Мы приехали в Женеву под дождем, ночью, но к рассвету от дождя осталась только свежесть в воздухе. Отворив дверь на балкон, мы почувствовали упоительную прохладу раннего осеннего утра. В улицах таял молочный туман с озера, солнце тускло, но уже бодро блистало в тумане, а влажный ветер тихо покачивал кроваво-красные листья дикого винограда на столбах балкона.

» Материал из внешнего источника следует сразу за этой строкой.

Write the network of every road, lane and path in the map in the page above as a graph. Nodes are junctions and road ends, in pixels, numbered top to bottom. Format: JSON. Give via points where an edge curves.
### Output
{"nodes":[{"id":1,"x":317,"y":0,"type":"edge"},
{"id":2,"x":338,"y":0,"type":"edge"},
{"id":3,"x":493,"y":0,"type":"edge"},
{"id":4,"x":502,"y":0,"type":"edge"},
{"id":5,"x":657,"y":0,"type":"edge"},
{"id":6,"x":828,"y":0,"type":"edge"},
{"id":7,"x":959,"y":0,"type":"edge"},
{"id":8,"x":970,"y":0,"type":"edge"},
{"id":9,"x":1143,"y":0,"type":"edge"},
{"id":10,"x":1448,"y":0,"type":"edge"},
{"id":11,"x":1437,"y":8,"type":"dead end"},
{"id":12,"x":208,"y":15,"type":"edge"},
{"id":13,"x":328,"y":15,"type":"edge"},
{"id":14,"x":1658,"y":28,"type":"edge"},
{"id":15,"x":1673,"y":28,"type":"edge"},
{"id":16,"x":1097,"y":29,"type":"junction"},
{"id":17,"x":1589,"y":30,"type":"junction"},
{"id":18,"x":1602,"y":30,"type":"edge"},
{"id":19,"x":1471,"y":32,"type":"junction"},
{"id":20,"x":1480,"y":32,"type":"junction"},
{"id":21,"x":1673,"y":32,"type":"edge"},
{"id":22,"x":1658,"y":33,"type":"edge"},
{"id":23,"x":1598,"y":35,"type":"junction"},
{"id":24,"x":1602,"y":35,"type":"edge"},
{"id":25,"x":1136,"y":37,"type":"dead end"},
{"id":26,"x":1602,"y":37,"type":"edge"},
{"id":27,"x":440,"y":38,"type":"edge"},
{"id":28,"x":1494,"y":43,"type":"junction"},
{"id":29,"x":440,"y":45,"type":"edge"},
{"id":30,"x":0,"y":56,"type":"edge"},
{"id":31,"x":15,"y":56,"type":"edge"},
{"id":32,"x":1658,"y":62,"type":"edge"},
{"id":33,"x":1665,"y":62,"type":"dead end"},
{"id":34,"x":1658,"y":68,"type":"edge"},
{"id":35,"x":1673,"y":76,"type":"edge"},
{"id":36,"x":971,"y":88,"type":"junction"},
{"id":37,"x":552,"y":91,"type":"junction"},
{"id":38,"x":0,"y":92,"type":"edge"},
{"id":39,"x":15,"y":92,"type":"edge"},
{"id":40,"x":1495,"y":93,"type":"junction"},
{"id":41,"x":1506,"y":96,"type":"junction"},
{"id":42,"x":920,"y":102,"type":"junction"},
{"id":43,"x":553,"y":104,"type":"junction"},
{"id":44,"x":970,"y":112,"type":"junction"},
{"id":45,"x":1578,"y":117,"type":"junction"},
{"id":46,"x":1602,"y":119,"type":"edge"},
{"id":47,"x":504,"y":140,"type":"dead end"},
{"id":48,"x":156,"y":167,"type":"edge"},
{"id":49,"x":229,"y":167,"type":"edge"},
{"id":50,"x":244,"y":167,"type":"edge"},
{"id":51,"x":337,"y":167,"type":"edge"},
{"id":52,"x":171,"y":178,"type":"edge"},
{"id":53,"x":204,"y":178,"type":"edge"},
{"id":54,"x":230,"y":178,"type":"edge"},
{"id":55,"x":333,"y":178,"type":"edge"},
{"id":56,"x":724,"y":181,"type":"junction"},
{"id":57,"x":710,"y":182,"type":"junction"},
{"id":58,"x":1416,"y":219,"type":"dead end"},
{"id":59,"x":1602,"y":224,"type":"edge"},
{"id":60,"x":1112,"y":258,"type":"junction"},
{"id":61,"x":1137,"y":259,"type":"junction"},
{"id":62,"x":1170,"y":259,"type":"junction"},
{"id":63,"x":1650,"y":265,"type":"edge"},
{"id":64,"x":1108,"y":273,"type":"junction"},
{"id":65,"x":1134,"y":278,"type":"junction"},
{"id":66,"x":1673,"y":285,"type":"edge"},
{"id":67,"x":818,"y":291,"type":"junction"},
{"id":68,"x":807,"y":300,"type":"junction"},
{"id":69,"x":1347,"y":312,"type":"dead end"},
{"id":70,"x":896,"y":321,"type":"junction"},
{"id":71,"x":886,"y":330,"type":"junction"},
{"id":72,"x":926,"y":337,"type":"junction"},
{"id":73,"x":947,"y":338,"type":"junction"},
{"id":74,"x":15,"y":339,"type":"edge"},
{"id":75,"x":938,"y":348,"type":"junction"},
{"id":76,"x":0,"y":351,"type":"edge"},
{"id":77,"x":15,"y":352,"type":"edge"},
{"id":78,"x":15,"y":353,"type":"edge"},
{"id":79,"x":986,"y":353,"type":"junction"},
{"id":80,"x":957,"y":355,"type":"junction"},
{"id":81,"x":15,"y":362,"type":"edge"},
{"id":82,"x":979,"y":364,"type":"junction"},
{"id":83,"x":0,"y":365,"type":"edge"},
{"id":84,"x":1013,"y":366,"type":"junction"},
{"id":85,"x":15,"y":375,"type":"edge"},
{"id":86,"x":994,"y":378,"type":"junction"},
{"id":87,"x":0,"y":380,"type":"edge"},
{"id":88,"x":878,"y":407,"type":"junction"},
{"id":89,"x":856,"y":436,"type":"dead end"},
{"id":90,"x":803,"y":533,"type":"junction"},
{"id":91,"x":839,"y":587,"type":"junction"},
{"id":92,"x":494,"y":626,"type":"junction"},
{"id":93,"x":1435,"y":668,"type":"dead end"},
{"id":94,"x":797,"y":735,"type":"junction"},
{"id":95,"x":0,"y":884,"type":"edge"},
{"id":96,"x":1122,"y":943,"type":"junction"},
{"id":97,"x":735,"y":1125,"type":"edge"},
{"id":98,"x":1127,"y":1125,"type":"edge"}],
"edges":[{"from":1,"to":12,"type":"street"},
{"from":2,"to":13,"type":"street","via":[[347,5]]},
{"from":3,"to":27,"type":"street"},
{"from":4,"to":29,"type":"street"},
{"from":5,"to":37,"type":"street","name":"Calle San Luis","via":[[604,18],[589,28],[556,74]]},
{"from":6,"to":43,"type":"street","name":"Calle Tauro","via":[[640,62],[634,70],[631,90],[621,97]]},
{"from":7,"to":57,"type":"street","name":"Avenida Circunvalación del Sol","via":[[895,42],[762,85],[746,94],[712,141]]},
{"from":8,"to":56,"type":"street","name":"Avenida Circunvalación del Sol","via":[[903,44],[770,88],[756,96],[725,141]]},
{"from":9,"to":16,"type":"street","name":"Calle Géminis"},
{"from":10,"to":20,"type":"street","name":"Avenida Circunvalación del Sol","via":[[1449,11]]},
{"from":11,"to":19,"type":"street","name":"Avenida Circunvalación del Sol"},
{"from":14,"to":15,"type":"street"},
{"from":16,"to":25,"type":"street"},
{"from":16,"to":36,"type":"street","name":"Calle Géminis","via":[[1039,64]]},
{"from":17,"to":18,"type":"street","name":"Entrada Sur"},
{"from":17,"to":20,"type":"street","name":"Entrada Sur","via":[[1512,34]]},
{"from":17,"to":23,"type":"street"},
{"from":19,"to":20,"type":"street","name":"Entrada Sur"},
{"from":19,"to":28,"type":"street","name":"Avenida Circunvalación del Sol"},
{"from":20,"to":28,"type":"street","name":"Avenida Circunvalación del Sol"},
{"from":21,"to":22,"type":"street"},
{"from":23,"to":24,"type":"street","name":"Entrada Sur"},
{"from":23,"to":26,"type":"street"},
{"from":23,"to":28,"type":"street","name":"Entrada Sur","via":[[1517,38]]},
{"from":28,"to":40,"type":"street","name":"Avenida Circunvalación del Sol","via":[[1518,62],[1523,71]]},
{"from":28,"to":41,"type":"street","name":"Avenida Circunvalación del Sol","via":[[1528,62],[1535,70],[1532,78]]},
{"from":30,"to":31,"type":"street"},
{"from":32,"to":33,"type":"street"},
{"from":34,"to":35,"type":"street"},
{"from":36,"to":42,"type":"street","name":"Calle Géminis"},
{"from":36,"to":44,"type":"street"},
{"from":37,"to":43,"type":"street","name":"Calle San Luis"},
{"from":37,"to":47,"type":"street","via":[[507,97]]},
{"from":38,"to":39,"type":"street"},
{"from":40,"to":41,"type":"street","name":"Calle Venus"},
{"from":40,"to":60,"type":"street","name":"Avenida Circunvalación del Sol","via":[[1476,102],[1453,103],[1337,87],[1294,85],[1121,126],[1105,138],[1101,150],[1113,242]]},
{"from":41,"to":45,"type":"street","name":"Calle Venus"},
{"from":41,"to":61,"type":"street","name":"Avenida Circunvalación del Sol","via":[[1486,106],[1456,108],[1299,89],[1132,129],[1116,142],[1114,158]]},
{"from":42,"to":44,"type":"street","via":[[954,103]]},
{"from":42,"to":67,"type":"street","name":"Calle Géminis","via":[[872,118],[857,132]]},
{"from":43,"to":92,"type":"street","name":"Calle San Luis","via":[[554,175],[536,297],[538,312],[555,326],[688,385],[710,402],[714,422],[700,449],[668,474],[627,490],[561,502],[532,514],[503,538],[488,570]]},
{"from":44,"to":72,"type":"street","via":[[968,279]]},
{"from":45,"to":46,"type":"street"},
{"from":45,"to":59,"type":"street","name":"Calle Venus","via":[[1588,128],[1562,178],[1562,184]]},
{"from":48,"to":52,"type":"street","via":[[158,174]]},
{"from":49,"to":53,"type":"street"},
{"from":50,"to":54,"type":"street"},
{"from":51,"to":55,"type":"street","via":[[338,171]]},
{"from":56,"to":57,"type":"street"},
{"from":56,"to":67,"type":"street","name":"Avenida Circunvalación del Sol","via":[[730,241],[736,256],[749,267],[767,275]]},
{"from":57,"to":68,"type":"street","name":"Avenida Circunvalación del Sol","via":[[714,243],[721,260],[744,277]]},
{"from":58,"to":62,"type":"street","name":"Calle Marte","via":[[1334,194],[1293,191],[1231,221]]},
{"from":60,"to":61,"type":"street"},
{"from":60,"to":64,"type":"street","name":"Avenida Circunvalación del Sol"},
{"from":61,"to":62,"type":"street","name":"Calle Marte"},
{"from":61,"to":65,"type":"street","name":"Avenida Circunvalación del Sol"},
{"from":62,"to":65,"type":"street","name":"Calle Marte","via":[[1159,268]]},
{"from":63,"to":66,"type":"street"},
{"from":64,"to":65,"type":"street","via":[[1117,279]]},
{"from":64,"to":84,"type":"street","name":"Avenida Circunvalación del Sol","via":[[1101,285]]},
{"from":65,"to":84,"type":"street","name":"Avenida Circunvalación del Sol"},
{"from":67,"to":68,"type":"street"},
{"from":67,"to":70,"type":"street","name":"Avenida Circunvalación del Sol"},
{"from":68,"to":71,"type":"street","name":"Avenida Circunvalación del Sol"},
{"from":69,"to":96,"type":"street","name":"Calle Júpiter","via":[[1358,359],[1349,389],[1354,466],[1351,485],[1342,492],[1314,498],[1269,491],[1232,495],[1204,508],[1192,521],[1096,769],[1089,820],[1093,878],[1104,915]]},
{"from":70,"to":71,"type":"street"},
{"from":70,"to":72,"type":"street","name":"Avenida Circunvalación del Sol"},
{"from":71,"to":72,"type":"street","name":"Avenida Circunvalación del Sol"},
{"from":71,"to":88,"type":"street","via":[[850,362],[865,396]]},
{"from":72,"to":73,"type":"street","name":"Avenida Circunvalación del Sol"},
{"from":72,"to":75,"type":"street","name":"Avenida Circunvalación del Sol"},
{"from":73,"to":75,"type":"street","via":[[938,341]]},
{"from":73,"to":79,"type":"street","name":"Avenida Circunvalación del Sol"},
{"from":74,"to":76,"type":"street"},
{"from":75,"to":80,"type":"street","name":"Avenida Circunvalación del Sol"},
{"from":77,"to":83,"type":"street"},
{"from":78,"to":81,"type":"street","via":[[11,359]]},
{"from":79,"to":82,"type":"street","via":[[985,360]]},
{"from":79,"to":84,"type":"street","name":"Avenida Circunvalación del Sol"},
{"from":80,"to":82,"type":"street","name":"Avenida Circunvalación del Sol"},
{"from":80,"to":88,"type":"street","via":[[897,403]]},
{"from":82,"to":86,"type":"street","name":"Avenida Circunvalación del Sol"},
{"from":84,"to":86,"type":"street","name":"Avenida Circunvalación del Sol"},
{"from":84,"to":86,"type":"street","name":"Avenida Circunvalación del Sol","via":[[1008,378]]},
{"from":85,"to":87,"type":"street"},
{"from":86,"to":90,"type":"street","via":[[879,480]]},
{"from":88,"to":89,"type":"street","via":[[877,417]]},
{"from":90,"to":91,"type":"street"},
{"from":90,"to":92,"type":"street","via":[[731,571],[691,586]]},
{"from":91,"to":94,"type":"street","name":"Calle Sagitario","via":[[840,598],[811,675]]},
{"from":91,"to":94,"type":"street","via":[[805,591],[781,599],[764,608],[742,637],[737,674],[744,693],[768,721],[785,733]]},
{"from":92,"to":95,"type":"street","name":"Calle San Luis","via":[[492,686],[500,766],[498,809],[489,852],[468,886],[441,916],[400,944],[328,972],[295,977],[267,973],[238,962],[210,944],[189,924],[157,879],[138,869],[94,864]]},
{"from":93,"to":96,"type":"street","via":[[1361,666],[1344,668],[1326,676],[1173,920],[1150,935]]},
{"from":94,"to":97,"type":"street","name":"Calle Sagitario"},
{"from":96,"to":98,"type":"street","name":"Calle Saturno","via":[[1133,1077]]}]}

Мы умылись и оделись быстро и вышли из отеля, освеженные крепким сном, готовые на какие угодно скитания и с молодым предчувствием чего-то хорошего, что сулит нам день.

— Славное утро опять послал нам бог! — сказал мне товарищ. — Ты заметил, что первый день после нашего приезда куда-нибудь — непременно погожий? Не курить, есть только молоко, зелень, жить на воздухе и просыпаться вместе с солнцем — как это облагораживает дух! Скоро об этом будут говорить не доктора, а поэты… Не кури, не кури — это дает ощущение, давно не испытанное, ощущение чистоты и юношеской свежести.